[Records provided]:
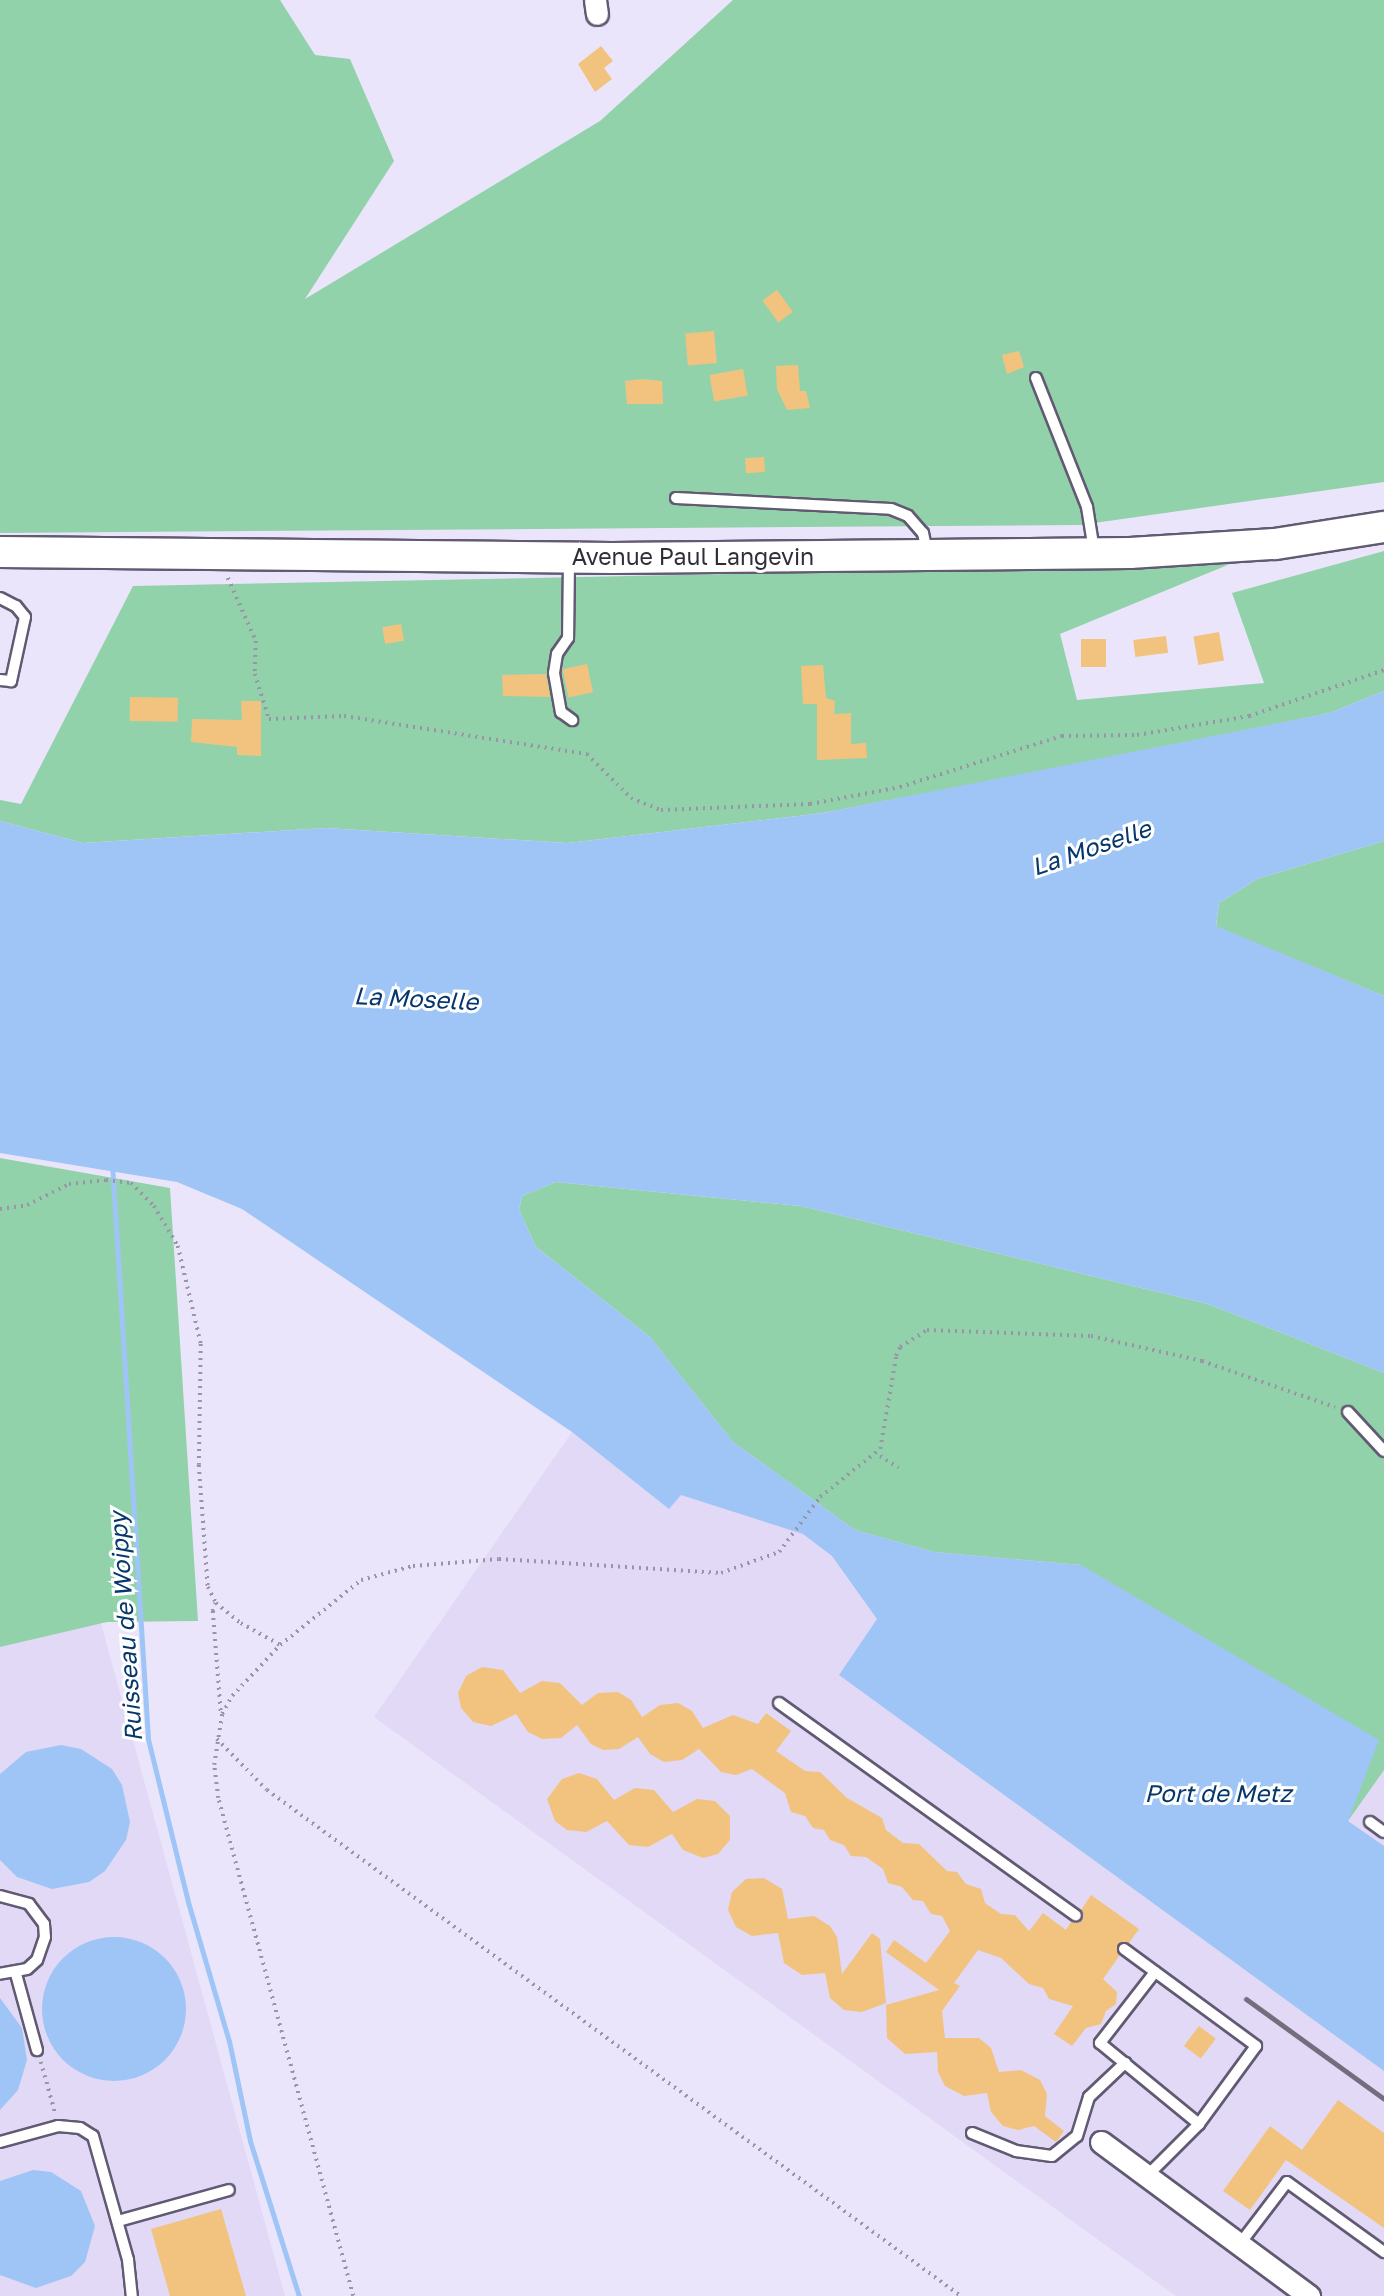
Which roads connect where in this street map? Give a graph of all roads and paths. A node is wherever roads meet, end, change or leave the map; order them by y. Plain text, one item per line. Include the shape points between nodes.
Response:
1 (1036, 379) dead end
2 (676, 498) dead end
3 (1384, 527) edge
4 (0, 552) edge
5 (225, 552) junction
6 (1094, 553) junction
7 (928, 554) junction
8 (569, 557) junction
9 (0, 598) edge
10 (1384, 670) edge
11 (0, 680) edge
12 (572, 720) dead end
13 (0, 1209) edge
14 (1348, 1412) joint
15 (1384, 1451) edge
16 (880, 1457) dead end
17 (899, 1468) dead end
18 (216, 1603) junction
19 (280, 1645) junction
20 (779, 1703) dead end
21 (222, 1714) junction
22 (217, 1739) junction
23 (1370, 1822) dead end
24 (1384, 1832) edge
25 (0, 1896) edge
26 (1076, 1916) dead end
27 (1124, 1950) dead end
28 (1155, 1972) junction
29 (16, 1974) junction
30 (0, 1975) edge
31 (37, 2050) joint
32 (1125, 2063) junction
33 (1199, 2124) junction
34 (58, 2126) junction
35 (972, 2133) dead end
36 (0, 2141) edge
37 (1101, 2142) dead end
38 (1146, 2177) junction
39 (229, 2190) dead end
40 (118, 2221) junction
41 (1239, 2245) junction
42 (1384, 2252) edge
43 (1303, 2294) edge
44 (132, 2296) edge
45 (353, 2296) edge
46 (961, 2296) edge

1 - 6 lane via 1087,508
2 - 7 lane via 891,509 908,516 923,533
3 - 6 main road, Avenue Paul Langevin via 1275,544
4 - 5 main road, Avenue Paul Langevin
5 - 8 main road, Avenue Paul Langevin
5 - 10 path via 227,576 256,641 255,674 269,719 344,716 587,754 631,798 661,810 810,804 900,787 1062,736 1137,735 1249,716
6 - 7 main road, Avenue Paul Langevin
7 - 8 main road, Avenue Paul Langevin
8 - 12 lane via 568,638 557,654 554,673 561,712
9 - 11 lane via 25,617 11,681
13 - 18 path via 27,1205 69,1185 131,1183 154,1206 178,1246 201,1344 199,1465 208,1587
14 - 15 lane via 1369,1440
14 - 19 path via 1202,1362 1091,1336 928,1330 900,1347 896,1356 880,1449 820,1497 779,1552 721,1573 499,1559 413,1566 361,1580
16 - 17 path
18 - 19 path
18 - 21 path via 212,1611
19 - 21 path via 232,1696
20 - 26 lane
21 - 22 path
22 - 45 path via 218,1798
22 - 46 path via 267,1790
23 - 24 lane
25 - 29 lane via 29,1904 44,1924 37,1960
27 - 28 lane
28 - 32 lane via 1100,2043
28 - 33 lane via 1255,2046
29 - 30 lane
29 - 31 lane
31 - 34 path
32 - 33 lane
32 - 35 lane via 1089,2097 1077,2136 1052,2156 1016,2151
33 - 38 lane
34 - 36 lane
34 - 40 lane via 80,2127 93,2136
37 - 38 street
38 - 41 street
39 - 40 lane
40 - 44 lane
41 - 42 lane via 1287,2182
41 - 43 street

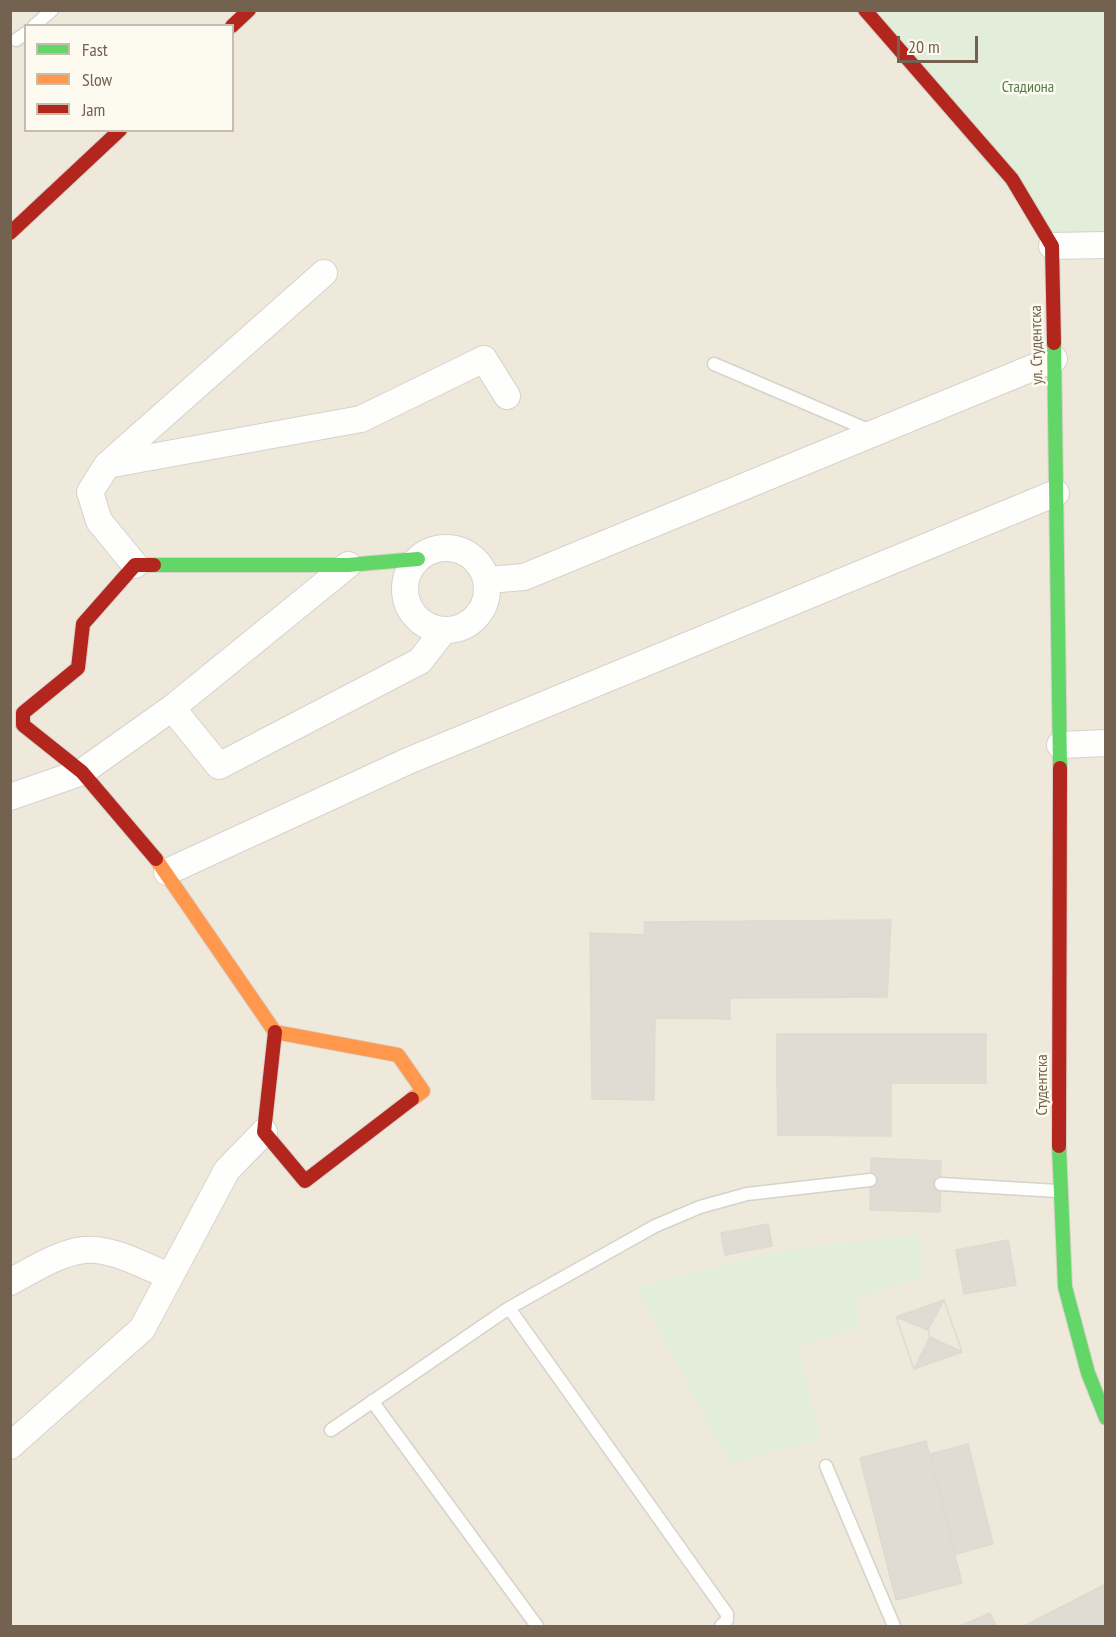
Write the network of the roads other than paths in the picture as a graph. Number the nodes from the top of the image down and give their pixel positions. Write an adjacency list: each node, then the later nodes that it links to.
1 (52, 10): 4 (lane)
2 (249, 10): 5 (street)
3 (865, 10): 9 (street, ул. Студентска)
4 (36, 24)
5 (234, 24)
6 (118, 132): 7 (street)
7 (10, 232)
8 (1106, 245): 9 (street)
9 (1052, 246): 11 (street, ул. Студентска)
10 (324, 273): 15 (street)
11 (1054, 359): 14 (street); 16 (street, ул. Студентска)
12 (714, 364): 14 (lane)
13 (507, 396): 15 (street)
14 (875, 432): 20 (street)
15 (107, 465): 19 (street)
16 (1056, 493): 24 (street, ул. Студентска); 27 (street)
17 (418, 559): 18 (street); 20 (street); 21 (street)
18 (348, 565): 19 (street); 22 (street)
19 (135, 566): 25 (street)
20 (487, 580): 21 (street)
21 (444, 630): 22 (street)
22 (172, 708): 25 (street)
23 (1106, 743): 24 (street)
24 (1060, 745): 32 (street, Студентска)
25 (82, 772): 26 (street); 27 (street)
26 (10, 797)
27 (167, 872): 28 (street)
28 (275, 1032): 29 (street); 29 (street)
29 (264, 1132): 33 (street)
30 (870, 1180): 35 (lane)
31 (941, 1184): 32 (lane)
32 (1059, 1191): 37 (street, Студентска)
33 (169, 1276): 34 (street); 39 (street)
34 (10, 1282)
35 (508, 1308): 36 (lane); 42 (lane)
36 (372, 1401): 38 (lane); 41 (lane)
37 (1106, 1418)
38 (331, 1430)
39 (10, 1446)
40 (826, 1466): 43 (lane)
41 (537, 1626)
42 (721, 1626)
43 (894, 1626)

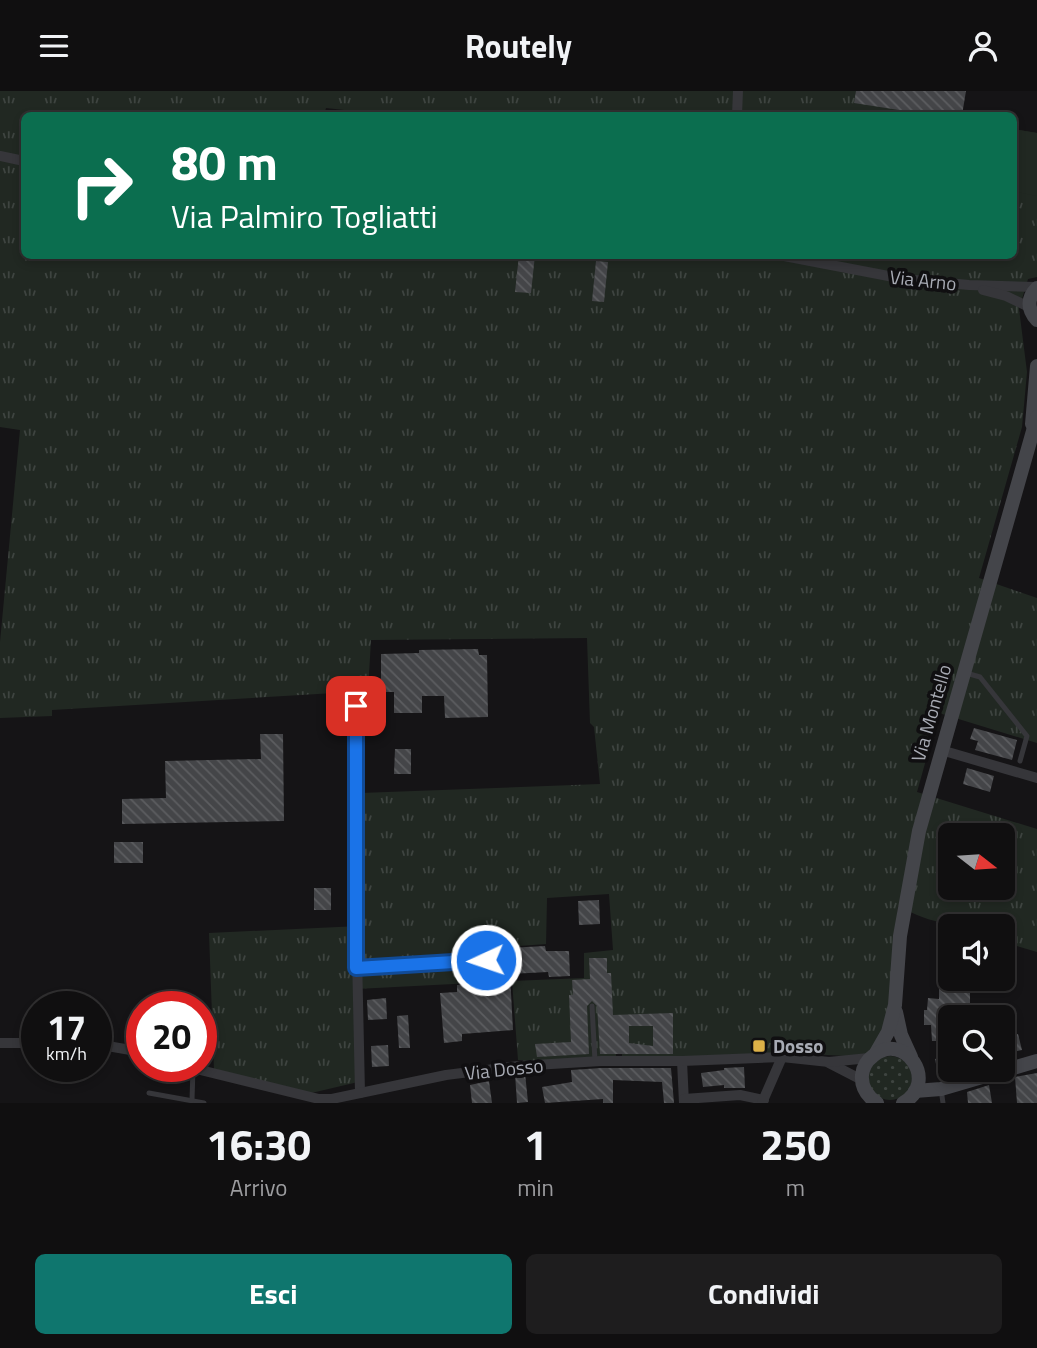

[Required work]: Make an exact copy of the records above, one that has none of the pictures.

[Answer for the task]:
Which roads connect where in this street map? Give a graph of all roads and paths. A node is wherever roads meet, end, change or leave the map; order them by y. Plain text, one item per line. Include the shape points between nodes.
Response:
1 (1036, 379) dead end
2 (676, 498) dead end
3 (1384, 527) edge
4 (0, 552) edge
5 (225, 552) junction
6 (1094, 553) junction
7 (928, 554) junction
8 (569, 557) junction
9 (0, 598) edge
10 (1384, 670) edge
11 (0, 680) edge
12 (572, 720) dead end
13 (0, 1209) edge
14 (1348, 1412) joint
15 (1384, 1451) edge
16 (880, 1457) dead end
17 (899, 1468) dead end
18 (216, 1603) junction
19 (280, 1645) junction
20 (779, 1703) dead end
21 (222, 1714) junction
22 (217, 1739) junction
23 (1370, 1822) dead end
24 (1384, 1832) edge
25 (0, 1896) edge
26 (1076, 1916) dead end
27 (1124, 1950) dead end
28 (1155, 1972) junction
29 (16, 1974) junction
30 (0, 1975) edge
31 (37, 2050) joint
32 (1125, 2063) junction
33 (1199, 2124) junction
34 (58, 2126) junction
35 (972, 2133) dead end
36 (0, 2141) edge
37 (1101, 2142) dead end
38 (1146, 2177) junction
39 (229, 2190) dead end
40 (118, 2221) junction
41 (1239, 2245) junction
42 (1384, 2252) edge
43 (1303, 2294) edge
44 (132, 2296) edge
45 (353, 2296) edge
46 (961, 2296) edge

1 - 6 lane via 1087,508
2 - 7 lane via 891,509 908,516 923,533
3 - 6 main road, Avenue Paul Langevin via 1275,544
4 - 5 main road, Avenue Paul Langevin
5 - 8 main road, Avenue Paul Langevin
5 - 10 path via 227,576 256,641 255,674 269,719 344,716 587,754 631,798 661,810 810,804 900,787 1062,736 1137,735 1249,716
6 - 7 main road, Avenue Paul Langevin
7 - 8 main road, Avenue Paul Langevin
8 - 12 lane via 568,638 557,654 554,673 561,712
9 - 11 lane via 25,617 11,681
13 - 18 path via 27,1205 69,1185 131,1183 154,1206 178,1246 201,1344 199,1465 208,1587
14 - 15 lane via 1369,1440
14 - 19 path via 1202,1362 1091,1336 928,1330 900,1347 896,1356 880,1449 820,1497 779,1552 721,1573 499,1559 413,1566 361,1580
16 - 17 path
18 - 19 path
18 - 21 path via 212,1611
19 - 21 path via 232,1696
20 - 26 lane
21 - 22 path
22 - 45 path via 218,1798
22 - 46 path via 267,1790
23 - 24 lane
25 - 29 lane via 29,1904 44,1924 37,1960
27 - 28 lane
28 - 32 lane via 1100,2043
28 - 33 lane via 1255,2046
29 - 30 lane
29 - 31 lane
31 - 34 path
32 - 33 lane
32 - 35 lane via 1089,2097 1077,2136 1052,2156 1016,2151
33 - 38 lane
34 - 36 lane
34 - 40 lane via 80,2127 93,2136
37 - 38 street
38 - 41 street
39 - 40 lane
40 - 44 lane
41 - 42 lane via 1287,2182
41 - 43 street

Write the network of the roads other than paths in the picture as a graph. Number the nodes from the top of the image down and give their pixel positions. Write an adjacency list: each node, then the later nodes that it links to.
1 (52, 10): 4 (lane)
2 (249, 10): 5 (street)
3 (865, 10): 9 (street, ул. Студентска)
4 (36, 24)
5 (234, 24)
6 (118, 132): 7 (street)
7 (10, 232)
8 (1106, 245): 9 (street)
9 (1052, 246): 11 (street, ул. Студентска)
10 (324, 273): 15 (street)
11 (1054, 359): 14 (street); 16 (street, ул. Студентска)
12 (714, 364): 14 (lane)
13 (507, 396): 15 (street)
14 (875, 432): 20 (street)
15 (107, 465): 19 (street)
16 (1056, 493): 24 (street, ул. Студентска); 27 (street)
17 (418, 559): 18 (street); 20 (street); 21 (street)
18 (348, 565): 19 (street); 22 (street)
19 (135, 566): 25 (street)
20 (487, 580): 21 (street)
21 (444, 630): 22 (street)
22 (172, 708): 25 (street)
23 (1106, 743): 24 (street)
24 (1060, 745): 32 (street, Студентска)
25 (82, 772): 26 (street); 27 (street)
26 (10, 797)
27 (167, 872): 28 (street)
28 (275, 1032): 29 (street); 29 (street)
29 (264, 1132): 33 (street)
30 (870, 1180): 35 (lane)
31 (941, 1184): 32 (lane)
32 (1059, 1191): 37 (street, Студентска)
33 (169, 1276): 34 (street); 39 (street)
34 (10, 1282)
35 (508, 1308): 36 (lane); 42 (lane)
36 (372, 1401): 38 (lane); 41 (lane)
37 (1106, 1418)
38 (331, 1430)
39 (10, 1446)
40 (826, 1466): 43 (lane)
41 (537, 1626)
42 (721, 1626)
43 (894, 1626)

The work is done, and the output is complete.